Yeah I hear you Mark, it's a big worry. We stocked up Feb/March 2020 before the lockdown and glad we did. Here in our area in La Union things are pretty good, still the QR codes/temp checks, masks and shields but not all obey and there the problems begin,,,,,,,, ignorance and perhaps an invincibility complex for some locals. I mentioned in another post that this is the Philippines second wave and it looks like it will be nasty, real nasty given the rise in the figures,,,,,,, what to do?

I visited the outlaws and family early this week for the first time in 6 months, I was first greeted by 2 of Ben's cousins selling street food in a stall, no masks in fact the whole half hour that I greeted family members on the street (with my mask on) 90% were not wearing a mask.
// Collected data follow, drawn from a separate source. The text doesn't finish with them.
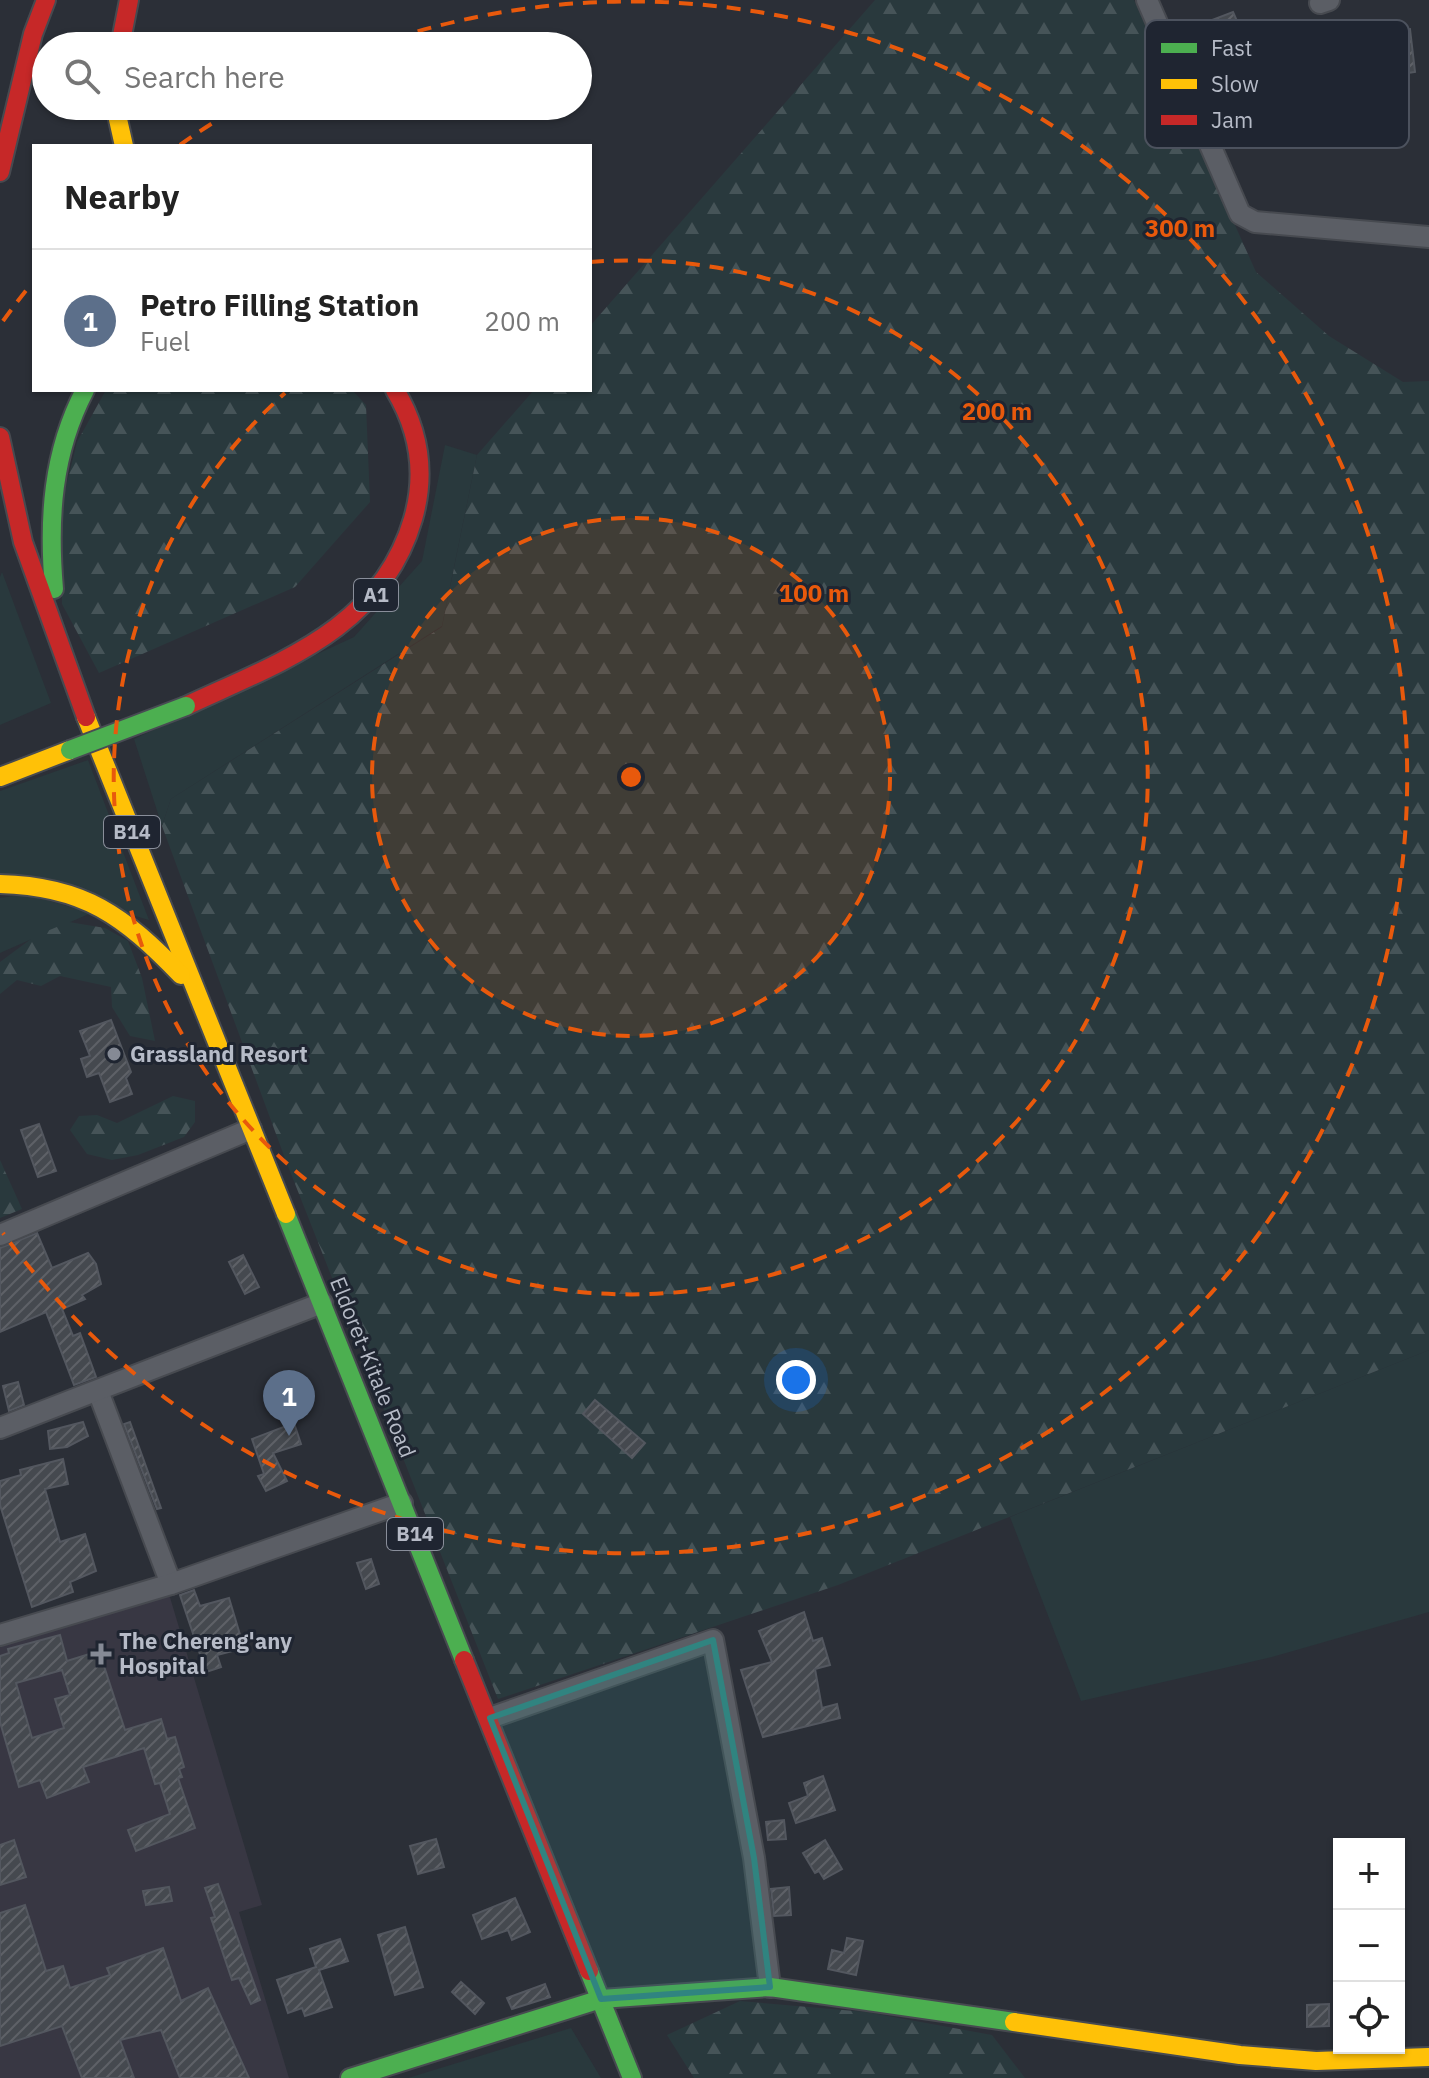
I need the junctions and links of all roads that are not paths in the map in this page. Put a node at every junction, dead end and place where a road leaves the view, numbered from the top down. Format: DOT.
graph roads {
  1 [pos="46,0"];
  2 [pos="129,0"];
  3 [pos="1147,0"];
  4 [pos="1156,20"];
  5 [pos="34,32"];
  6 [pos="123,32"];
  7 [pos="32,38"];
  8 [pos="118,120"];
  9 [pos="124,144"];
  10 [pos="1211,148"];
  11 [pos="0,172"];
  12 [pos="1429,237"];
  13 [pos="84,392"];
  14 [pos="396,392"];
  15 [pos="0,437"];
  16 [pos="3,461"];
  17 [pos="0,522"];
  18 [pos="69,674"];
  19 [pos="0,777"];
  20 [pos="0,884"];
  21 [pos="196,990"];
  22 [pos="251,1129"];
  23 [pos="0,1235"];
  24 [pos="322,1303"];
  25 [pos="98,1391"];
  26 [pos="0,1428"];
  27 [pos="402,1503"];
  28 [pos="171,1584"];
  29 [pos="0,1635"];
  30 [pos="490,1718"];
  31 [pos="770,1987"];
  32 [pos="601,1999"];
  33 [pos="1429,2057"];
  34 [pos="350,2078"];
  35 [pos="632,2078"];
  1 -- 5 [label="main road"];
  2 -- 6 [label="main road"];
  3 -- 4 [label="street"];
  7 -- 11 [label="main road"];
  8 -- 9 [label="main road"];
  10 -- 12 [label="street"];
  13 -- 18 [label="main road"];
  14 -- 19 [label="main road, A1, bridge"];
  15 -- 16 [label="main road"];
  16 -- 17 [label="main road"];
  16 -- 18 [label="main road"];
  18 -- 21 [label="main road, Eldoret-Kitale Road / B14"];
  20 -- 21 [label="main road"];
  21 -- 22 [label="main road, Eldoret-Kitale Road / B14"];
  22 -- 23 [label="street"];
  22 -- 24 [label="main road, Eldoret-Kitale Road / B14"];
  24 -- 25 [label="street"];
  24 -- 27 [label="main road, Eldoret-Kitale Road / B14"];
  25 -- 26 [label="street"];
  25 -- 28 [label="street"];
  27 -- 28 [label="street"];
  27 -- 30 [label="main road, Eldoret-Kitale Road / B14"];
  28 -- 29 [label="street"];
  30 -- 31 [label="street"];
  30 -- 32 [label="main road, Eldoret-Kitale Road / B14"];
  31 -- 32 [label="main road"];
  31 -- 33 [label="main road"];
  32 -- 34 [label="main road"];
  32 -- 35 [label="main road, Eldoret-Kitale Road / B14"];
}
Ben visits them once to twice a week and I seriously worry what he may bring home, I told him of my concerns and was greeted with "there is no Covid in our Barangay" my retort was "and when there is it will hit hard" "don't bring it back here".
The peoples ignorance is costing the economy and their lively hood a fortune, will they recover? Yep the Philippines has been through worse situations.
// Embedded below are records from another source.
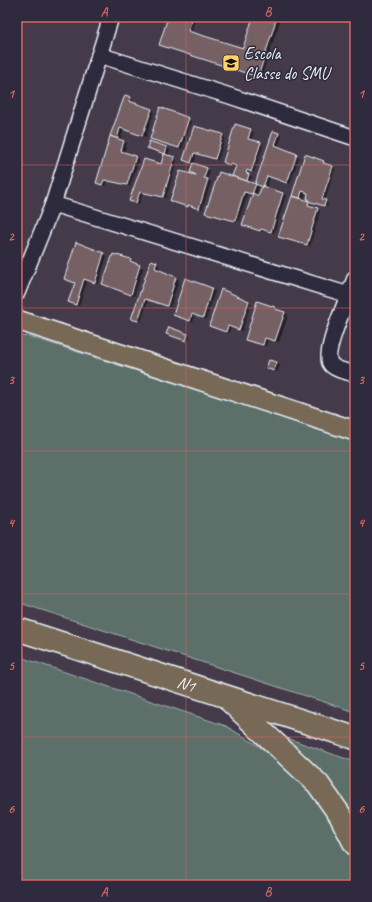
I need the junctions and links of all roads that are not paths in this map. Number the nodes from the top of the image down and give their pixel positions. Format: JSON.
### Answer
{"nodes":[{"id":1,"x":111,"y":17,"type":"edge"},
{"id":2,"x":99,"y":55,"type":"junction"},
{"id":3,"x":355,"y":138,"type":"edge"},
{"id":4,"x":53,"y":204,"type":"junction"},
{"id":5,"x":355,"y":278,"type":"edge"},
{"id":6,"x":17,"y":293,"type":"edge"},
{"id":7,"x":349,"y":295,"type":"junction"},
{"id":8,"x":17,"y":320,"type":"edge"},
{"id":9,"x":355,"y":374,"type":"edge"},
{"id":10,"x":355,"y":431,"type":"edge"},
{"id":11,"x":17,"y":629,"type":"edge"},
{"id":12,"x":226,"y":698,"type":"junction"},
{"id":13,"x":355,"y":738,"type":"edge"},
{"id":14,"x":355,"y":844,"type":"edge"}],
"edges":[{"from":1,"to":2,"type":"street"},
{"from":2,"to":3,"type":"street"},
{"from":2,"to":4,"type":"street"},
{"from":4,"to":6,"type":"street"},
{"from":4,"to":7,"type":"street"},
{"from":5,"to":7,"type":"street"},
{"from":7,"to":9,"type":"street"},
{"from":8,"to":10,"type":"main road"},
{"from":11,"to":12,"type":"highway","name":"N1"},
{"from":12,"to":13,"type":"highway","name":"N1"},
{"from":12,"to":14,"type":"highway"}]}
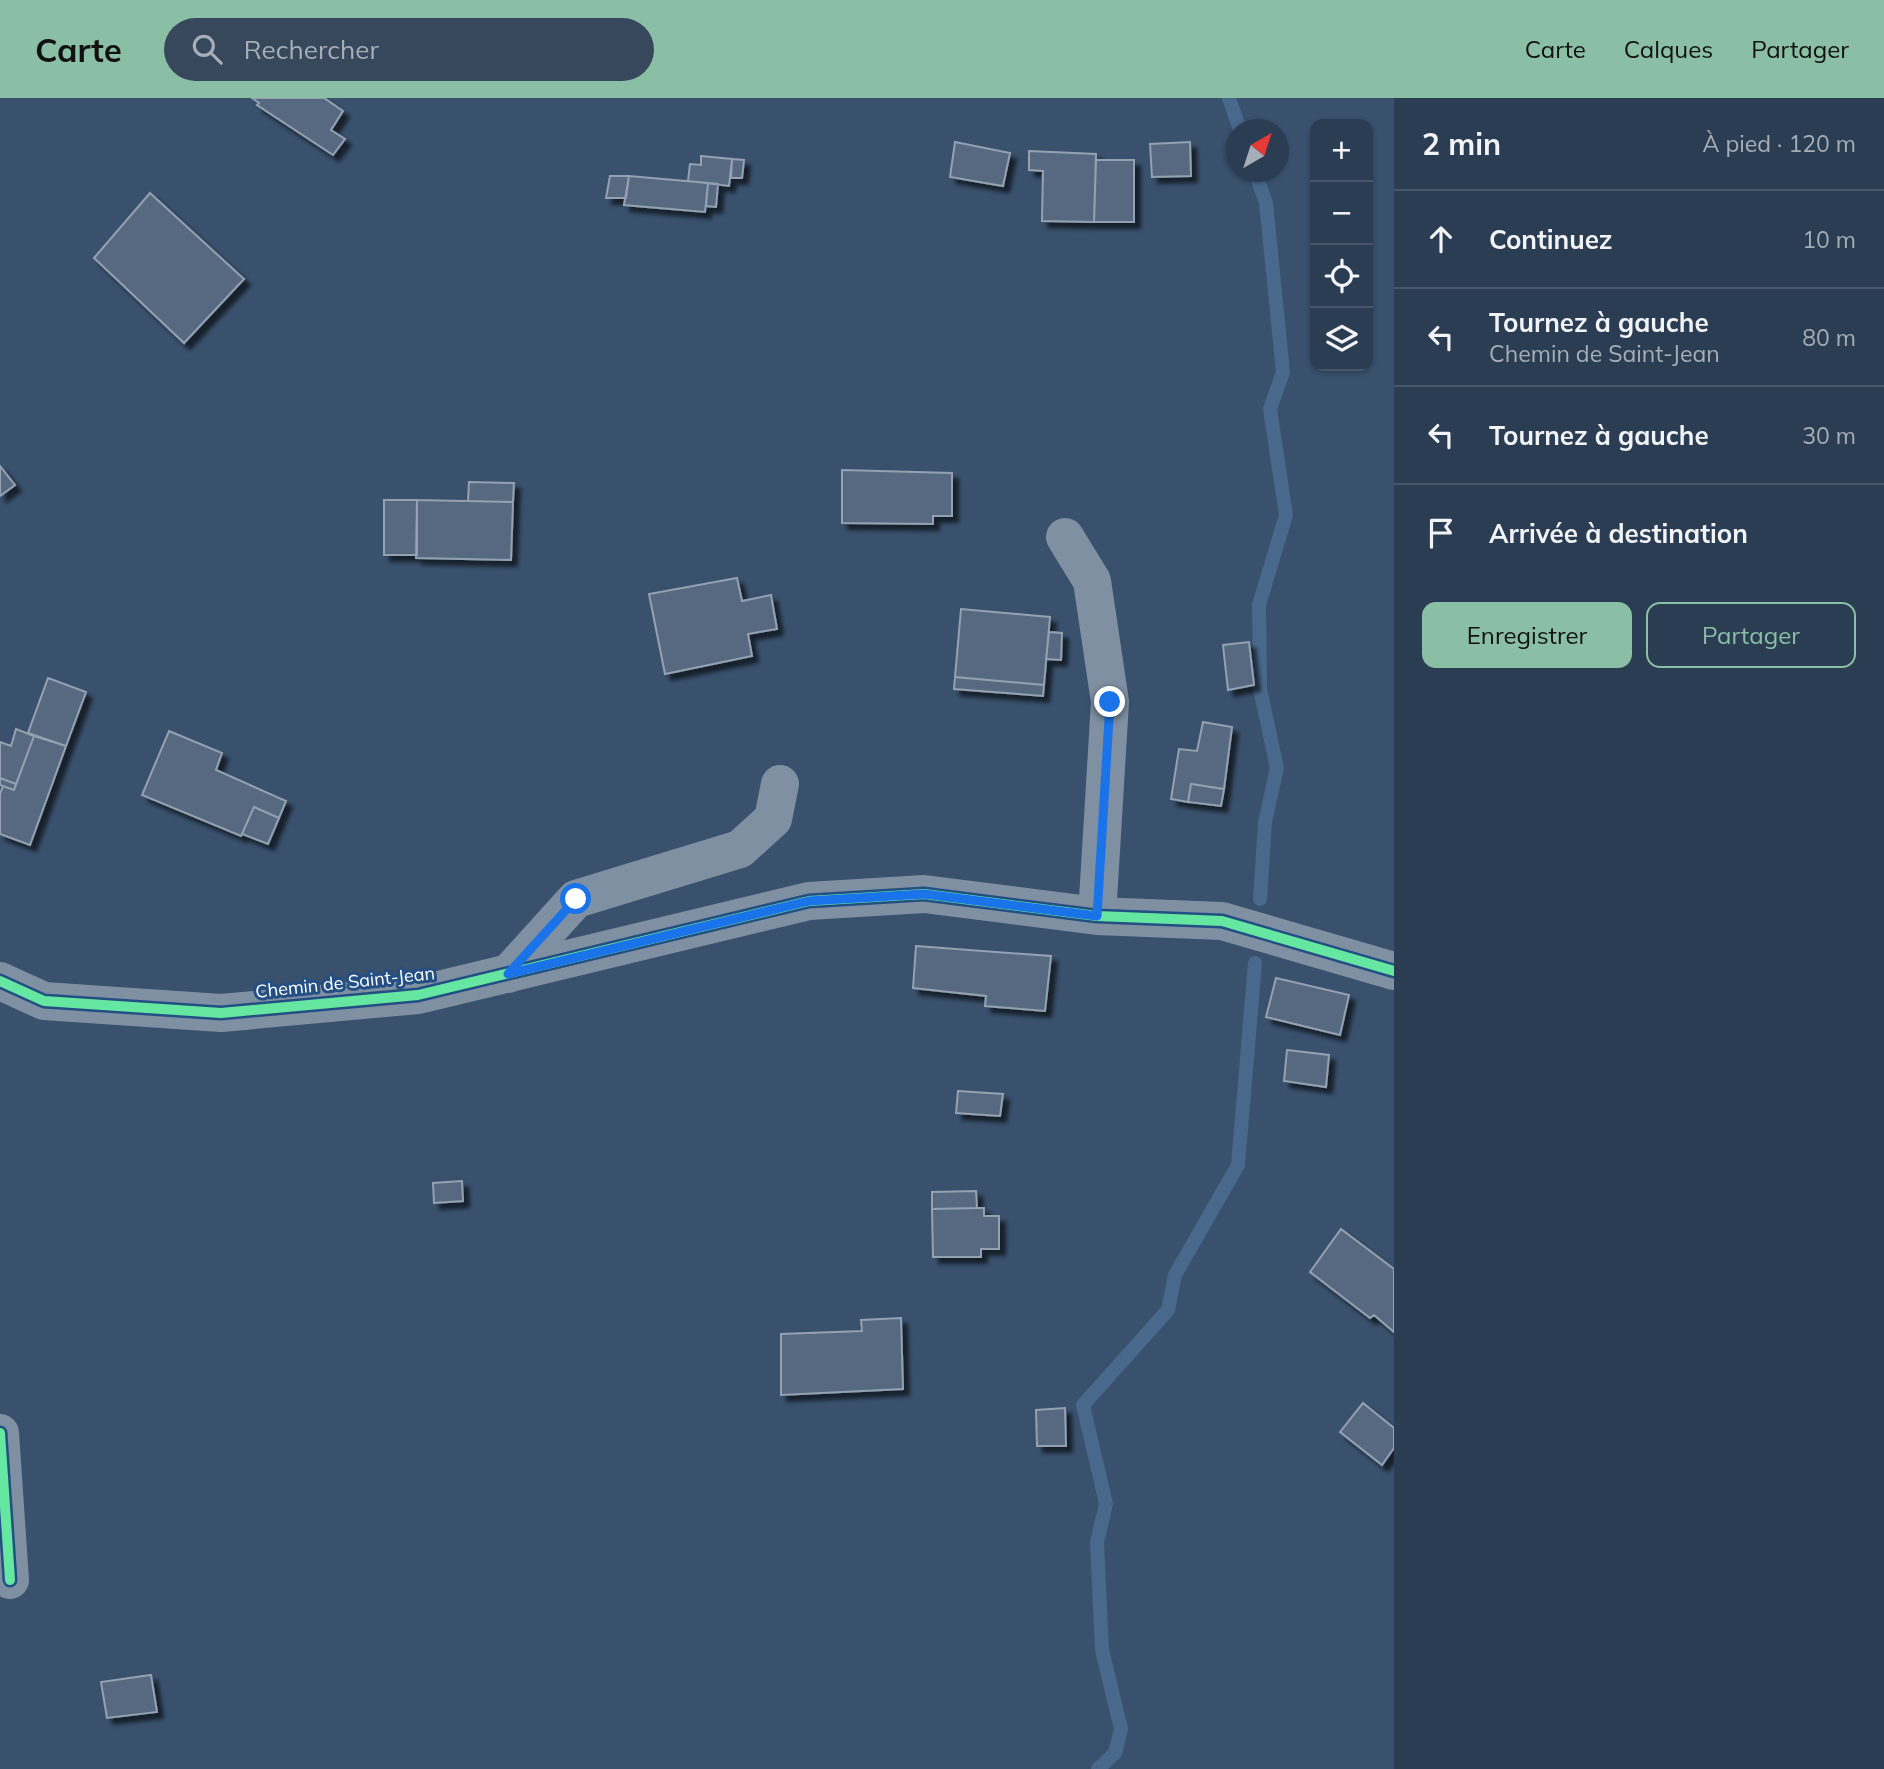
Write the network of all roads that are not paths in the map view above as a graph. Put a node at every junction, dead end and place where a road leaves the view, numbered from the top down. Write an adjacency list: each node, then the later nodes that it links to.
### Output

Well I suppose we need to fill the big freezer again, the veggie garden is going well so the plonk and smokes will be on the buy list as well a lot more patience.

Cheers, Steve.


----------



## M.C.A. (Feb 24, 2013)

Most of our Covid cases are from the Government, health care, factory workers and those that keep traveling to and from Manila. One of the surrounding Municipalities has already banned liquor so it won't be long before they ban it in our area.

Most of the people in our Municipality are wearing the face mask; and then when you shop in the major chained grocery stores the addition of the face shield "hat". So far we haven't had any Covid cases with in a 4 block area of our neighborhood. 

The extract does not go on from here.